Your output should reproduce each entry exactly, with none of its pictures.

───

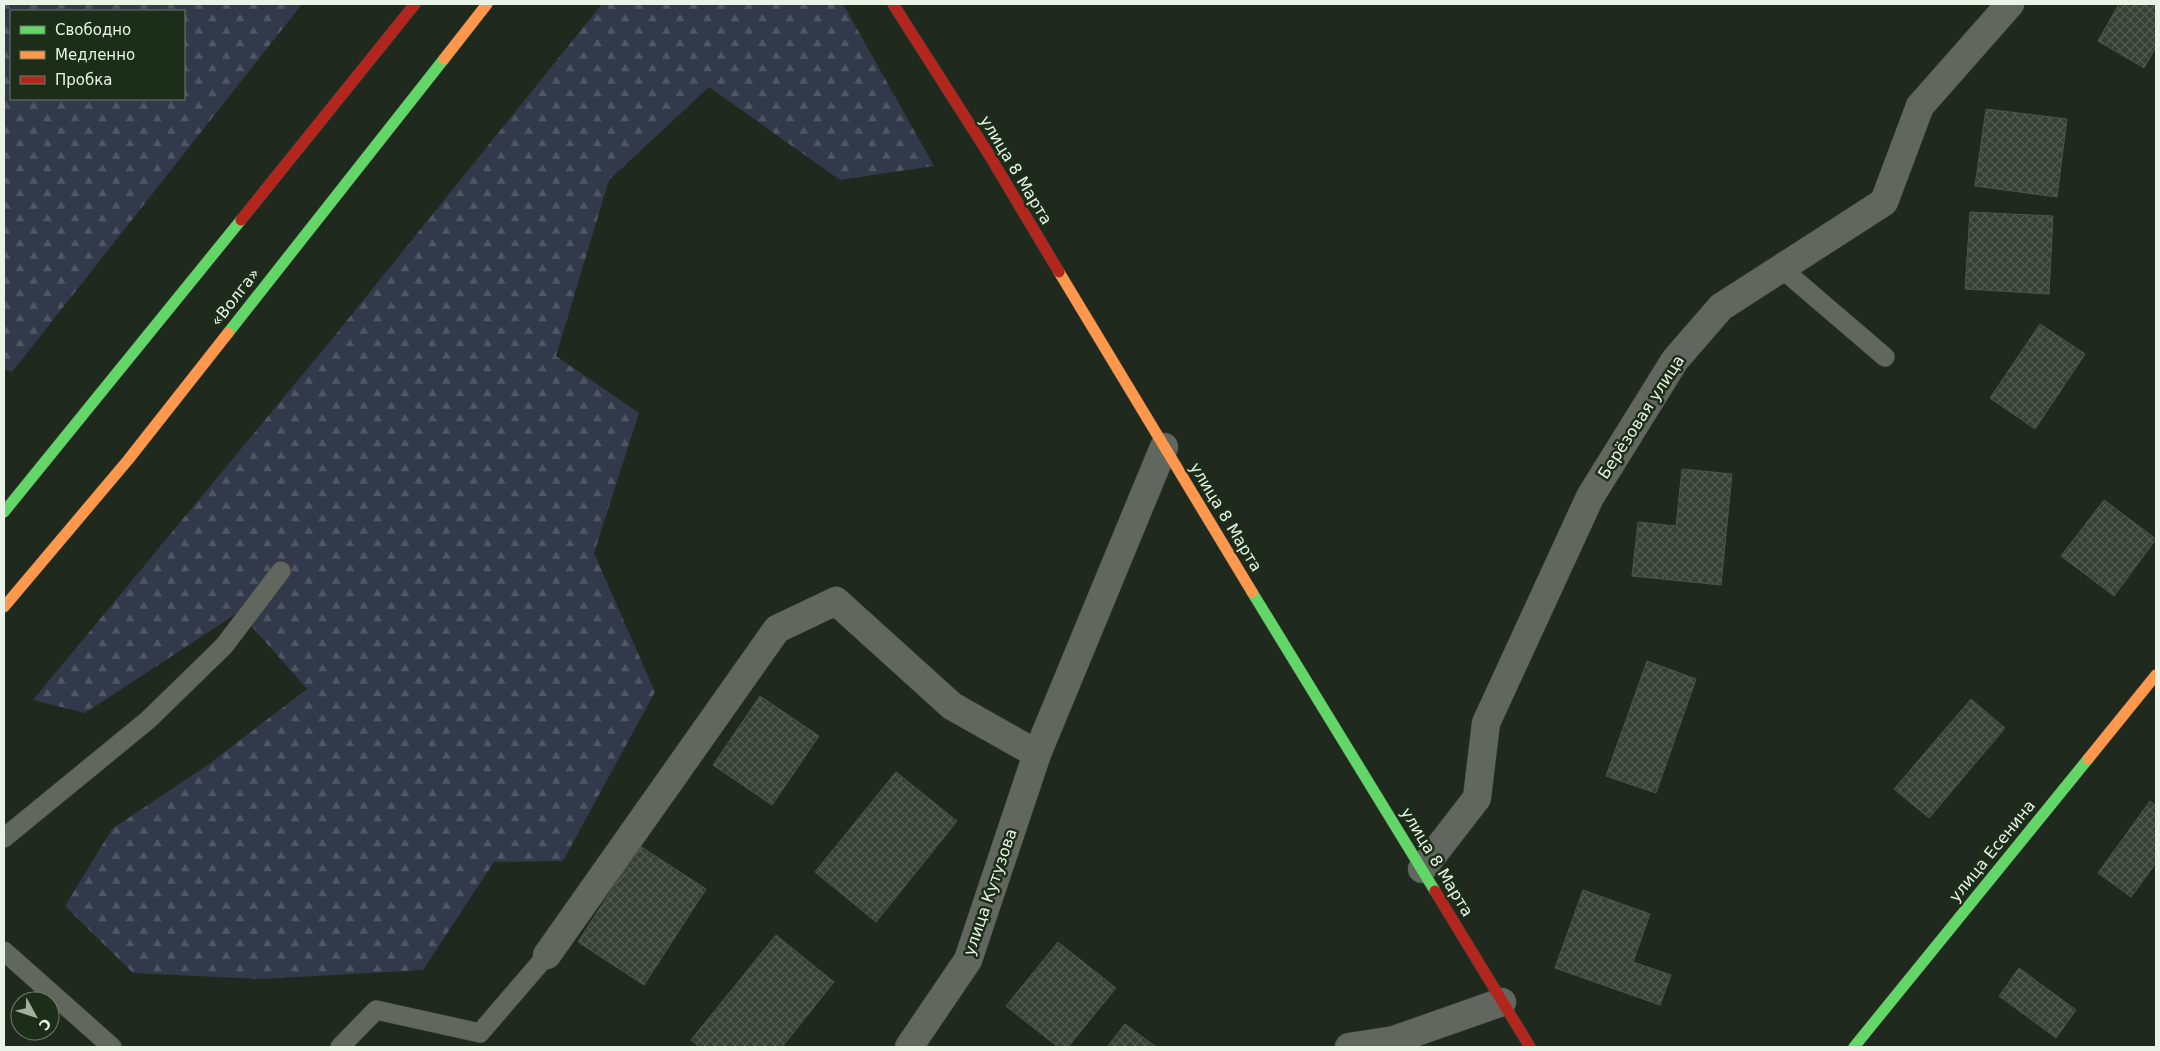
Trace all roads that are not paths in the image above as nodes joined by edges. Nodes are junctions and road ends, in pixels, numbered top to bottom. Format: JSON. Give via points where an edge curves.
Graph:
{"nodes":[{"id":1,"x":415,"y":4,"type":"edge"},
{"id":2,"x":487,"y":4,"type":"edge"},
{"id":3,"x":893,"y":4,"type":"edge"},
{"id":4,"x":2010,"y":4,"type":"edge"},
{"id":5,"x":1781,"y":268,"type":"junction"},
{"id":6,"x":1885,"y":357,"type":"dead end"},
{"id":7,"x":1164,"y":447,"type":"junction"},
{"id":8,"x":4,"y":512,"type":"edge"},
{"id":9,"x":281,"y":571,"type":"dead end"},
{"id":10,"x":4,"y":607,"type":"edge"},
{"id":11,"x":2156,"y":675,"type":"edge"},
{"id":12,"x":1037,"y":754,"type":"junction"},
{"id":13,"x":4,"y":838,"type":"edge"},
{"id":14,"x":1422,"y":869,"type":"junction"},
{"id":15,"x":4,"y":951,"type":"edge"},
{"id":16,"x":547,"y":955,"type":"joint"},
{"id":17,"x":1502,"y":1002,"type":"junction"},
{"id":18,"x":112,"y":1047,"type":"edge"},
{"id":19,"x":340,"y":1047,"type":"edge"},
{"id":20,"x":909,"y":1047,"type":"edge"},
{"id":21,"x":1349,"y":1047,"type":"edge"},
{"id":22,"x":1530,"y":1047,"type":"edge"},
{"id":23,"x":1854,"y":1047,"type":"edge"}],
"edges":[{"from":1,"to":8,"type":"main road"},
{"from":2,"to":10,"type":"main road","name":"«Волга»","via":[[128,460]]},
{"from":3,"to":7,"type":"main road","name":"улица 8 Марта","via":[[988,152]]},
{"from":4,"to":5,"type":"street","name":"Берёзовая улица","via":[[1920,106],[1884,202]]},
{"from":5,"to":6,"type":"lane"},
{"from":5,"to":14,"type":"street","name":"Берёзовая улица","via":[[1721,307],[1675,360],[1590,497],[1486,724],[1477,798]]},
{"from":7,"to":12,"type":"street","name":"улица Кутузова"},
{"from":7,"to":14,"type":"main road","name":"улица 8 Марта"},
{"from":9,"to":13,"type":"lane","via":[[224,646],[148,720]]},
{"from":11,"to":23,"type":"main road","name":"улица Есенина"},
{"from":12,"to":16,"type":"street","via":[[952,706],[836,601],[777,628]]},
{"from":12,"to":20,"type":"street","name":"улица Кутузова","via":[[968,960]]},
{"from":14,"to":17,"type":"main road","name":"улица 8 Марта"},
{"from":15,"to":18,"type":"lane"},
{"from":16,"to":19,"type":"lane","via":[[480,1034],[376,1010]]},
{"from":17,"to":21,"type":"street","via":[[1394,1040]]},
{"from":17,"to":22,"type":"main road","name":"улица 8 Марта"}]}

───

Exercise answer:
Trace all roads that are not paths in the image above as nodes joined by edges. Nodes are junctions and road ends, in pixels, numbered top to bottom. Format: JSON. Give via points where an edge curves.
Graph:
{"nodes":[{"id":1,"x":415,"y":4,"type":"edge"},
{"id":2,"x":487,"y":4,"type":"edge"},
{"id":3,"x":893,"y":4,"type":"edge"},
{"id":4,"x":2010,"y":4,"type":"edge"},
{"id":5,"x":1781,"y":268,"type":"junction"},
{"id":6,"x":1885,"y":357,"type":"dead end"},
{"id":7,"x":1164,"y":447,"type":"junction"},
{"id":8,"x":4,"y":512,"type":"edge"},
{"id":9,"x":281,"y":571,"type":"dead end"},
{"id":10,"x":4,"y":607,"type":"edge"},
{"id":11,"x":2156,"y":675,"type":"edge"},
{"id":12,"x":1037,"y":754,"type":"junction"},
{"id":13,"x":4,"y":838,"type":"edge"},
{"id":14,"x":1422,"y":869,"type":"junction"},
{"id":15,"x":4,"y":951,"type":"edge"},
{"id":16,"x":547,"y":955,"type":"joint"},
{"id":17,"x":1502,"y":1002,"type":"junction"},
{"id":18,"x":112,"y":1047,"type":"edge"},
{"id":19,"x":340,"y":1047,"type":"edge"},
{"id":20,"x":909,"y":1047,"type":"edge"},
{"id":21,"x":1349,"y":1047,"type":"edge"},
{"id":22,"x":1530,"y":1047,"type":"edge"},
{"id":23,"x":1854,"y":1047,"type":"edge"}],
"edges":[{"from":1,"to":8,"type":"main road"},
{"from":2,"to":10,"type":"main road","name":"«Волга»","via":[[128,460]]},
{"from":3,"to":7,"type":"main road","name":"улица 8 Марта","via":[[988,152]]},
{"from":4,"to":5,"type":"street","name":"Берёзовая улица","via":[[1920,106],[1884,202]]},
{"from":5,"to":6,"type":"lane"},
{"from":5,"to":14,"type":"street","name":"Берёзовая улица","via":[[1721,307],[1675,360],[1590,497],[1486,724],[1477,798]]},
{"from":7,"to":12,"type":"street","name":"улица Кутузова"},
{"from":7,"to":14,"type":"main road","name":"улица 8 Марта"},
{"from":9,"to":13,"type":"lane","via":[[224,646],[148,720]]},
{"from":11,"to":23,"type":"main road","name":"улица Есенина"},
{"from":12,"to":16,"type":"street","via":[[952,706],[836,601],[777,628]]},
{"from":12,"to":20,"type":"street","name":"улица Кутузова","via":[[968,960]]},
{"from":14,"to":17,"type":"main road","name":"улица 8 Марта"},
{"from":15,"to":18,"type":"lane"},
{"from":16,"to":19,"type":"lane","via":[[480,1034],[376,1010]]},
{"from":17,"to":21,"type":"street","via":[[1394,1040]]},
{"from":17,"to":22,"type":"main road","name":"улица 8 Марта"}]}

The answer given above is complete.